Italian brand Gucci caused an uproar by presenting 68 twins on the runway at Milan Fashion Week. 50 girls and 18 boys surprised everyone when they appeared dressed in the same clothes as the brand.

With vibrant and contagious pieces, the brand’s creative director, Alessandro Michele, dedicated the show to his “two mothers”. The “surprise” was only revealed to the public at the end of the parade.
Named “Twinsburg”, the collection is rooted in Michele’s relationship with her mother and twin, who, according to him, were only able to understand life through each other’s presence.
“It was a personal and universal work, a reflection on otherness, on the other who lives inside and outside of us, on the relationship between the two”, Michele said.
The guests were distributed to two different rooms, divided by a panel that is a multiplication of portraits of faces in black and white, but at the end of the show the curtain went up, revealing the other half of the space, where absolutely identical models paraded.
“In the end I cried and I hardly ever do. Maybe because now doing things is more intense than before and trying to do it in a meaningful way takes a lot of passion. With politics being a disaster, war, climate change, there are those who ask me why I do this, but I think the only weapon we have is pushing to imagine something else, and it’s not about clothes or bags, it’s about human beings.” , he explained.
According to Michele, “it is not by chance that being double is powerful, when we are two we are stronger”.
Finding 68 sets of twins with the right features took months of work, but “the clothes looked more powerful in two bodies,” he added.
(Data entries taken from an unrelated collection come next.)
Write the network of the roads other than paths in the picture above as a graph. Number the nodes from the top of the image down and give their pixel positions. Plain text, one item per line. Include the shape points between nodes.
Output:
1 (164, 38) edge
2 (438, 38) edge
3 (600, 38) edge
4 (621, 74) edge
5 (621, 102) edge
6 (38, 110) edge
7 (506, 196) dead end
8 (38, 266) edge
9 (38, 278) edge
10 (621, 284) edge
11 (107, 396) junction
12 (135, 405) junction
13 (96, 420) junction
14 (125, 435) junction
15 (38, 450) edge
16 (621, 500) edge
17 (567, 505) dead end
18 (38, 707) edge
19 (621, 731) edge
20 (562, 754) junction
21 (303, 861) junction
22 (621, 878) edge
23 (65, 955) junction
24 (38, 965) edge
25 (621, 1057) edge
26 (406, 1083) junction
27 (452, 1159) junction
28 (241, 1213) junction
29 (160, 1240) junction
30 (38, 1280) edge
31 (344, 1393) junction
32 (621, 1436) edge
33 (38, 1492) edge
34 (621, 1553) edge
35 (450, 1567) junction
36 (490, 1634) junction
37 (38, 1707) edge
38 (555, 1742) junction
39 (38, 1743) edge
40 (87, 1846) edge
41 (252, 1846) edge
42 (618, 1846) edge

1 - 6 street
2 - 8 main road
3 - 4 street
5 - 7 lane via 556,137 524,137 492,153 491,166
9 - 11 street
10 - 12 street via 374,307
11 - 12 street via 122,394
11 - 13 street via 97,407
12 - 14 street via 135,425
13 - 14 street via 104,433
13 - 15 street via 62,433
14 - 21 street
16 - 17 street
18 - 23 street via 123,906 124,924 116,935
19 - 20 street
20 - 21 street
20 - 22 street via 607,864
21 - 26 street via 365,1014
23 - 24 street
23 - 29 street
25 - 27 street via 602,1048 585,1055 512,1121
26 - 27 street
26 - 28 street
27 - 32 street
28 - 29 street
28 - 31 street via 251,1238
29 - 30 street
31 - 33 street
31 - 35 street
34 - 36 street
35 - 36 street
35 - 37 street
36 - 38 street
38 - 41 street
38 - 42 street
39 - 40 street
Before the show began, 60s icon Marianne Faithfull referenced the song “Identical Twins” by Mary-Kate and Ashley Olsen. “We’re twins, we’re twins, yes sir. I’m me, she’s her, except when I pretend I’m her. And when we change, you can’t tell which is which. You don’t know who you’re talking to because we’re identical twins. “.
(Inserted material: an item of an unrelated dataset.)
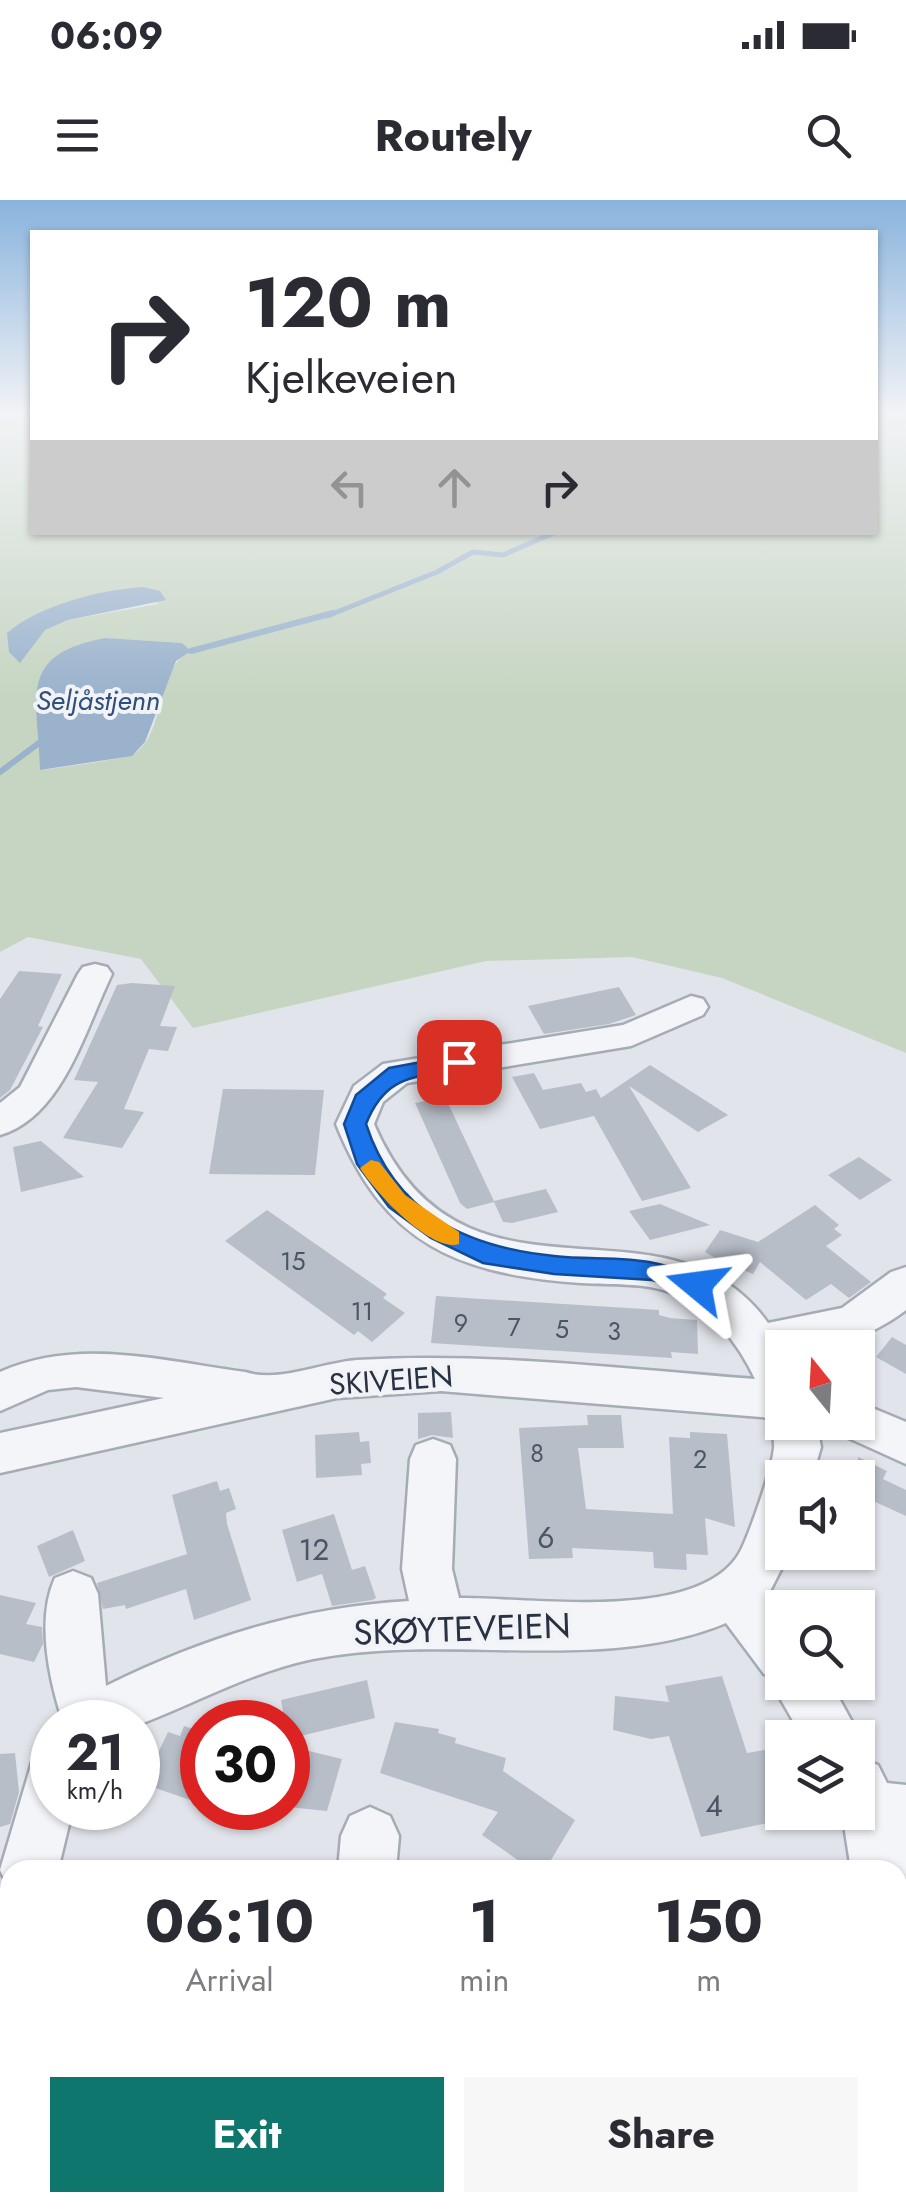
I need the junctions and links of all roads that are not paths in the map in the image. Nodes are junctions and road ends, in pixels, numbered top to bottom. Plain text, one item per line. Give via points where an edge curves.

The collection is an oscillation between oriental dresses and shirts with prints, between jewelry and bourgeois bags, floral and pop stained prints, 80s references and 90s echoes, ruffled dresses and leather jackets. “It’s a powerful invitation to freedom, especially at a time like this when “the fuse of the bomb seems already lit”, concluded Michele, citing the image printed on his shirt.